Erik Gordon, a law professor at the University of Michigan Ross School of Business, in a recent Free Press interview, expressed concern that the contracts do not prepare the companies for the coming changes in the auto industry.

“Neither the company or labor had the guts to get together to say, ‘OK, we’re going to stay viable. It’s going to cost you something and it’s going to cost me something.’ Now they all face the same future. They’re going to give up market share to other automakers and hope somehow they can get that back,” Gordon said in a story last week.

But the deals have also been criticized by some local UAW leaders, although for different reasons.
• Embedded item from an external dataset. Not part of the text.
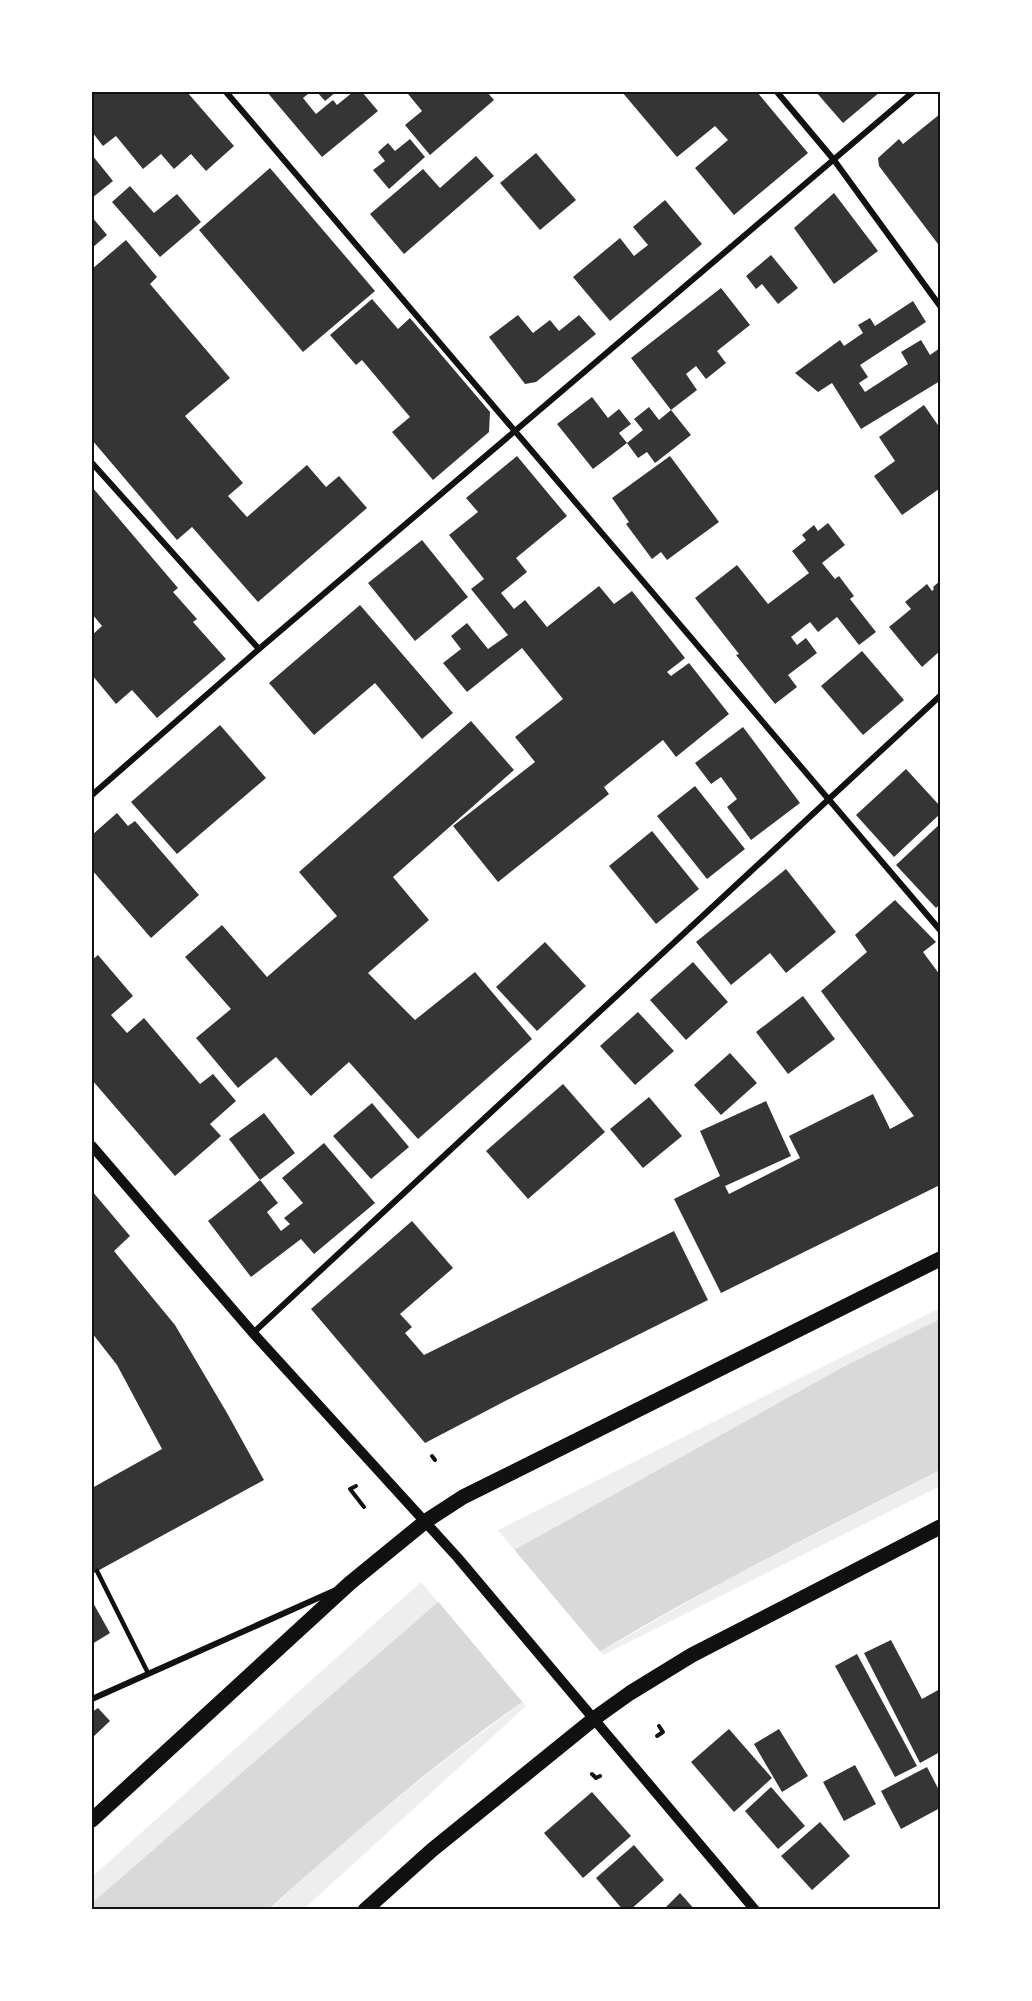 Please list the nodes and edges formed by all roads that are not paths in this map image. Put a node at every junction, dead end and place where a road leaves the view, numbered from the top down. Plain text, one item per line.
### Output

Mike Booth and Jim Coakley, president and vice president, respectively, of UAW Local 961, whose members work at the Marysville Axle Plant, urged a no vote in a letter to members. The plant has an uncertain future, although joint operations with FCA and supplier ZF are to continue there for two years.

“Now the company wishes to buy your vote for $9,000 to sell a little bit of your soul. In fact the old union mantra of ‘dump the lump’ should still hold today in the era of record company profits. We have an obligation not only to ourselves, but families, future generations of workers, our communities we live in and society in general,” they wrote.

The companies and union are likely to face a new reality with the next round of bargaining. The cost of developing new technologies for electrification and driver-assistance systems may push additional consolidation.

FCA itself is likely to look different. An expected merger between FCA and Peugeot-maker PSA Groupe of France is on the horizon. The new entity would become the world’s fourth-largest automaker. More details are expected before the end of the year.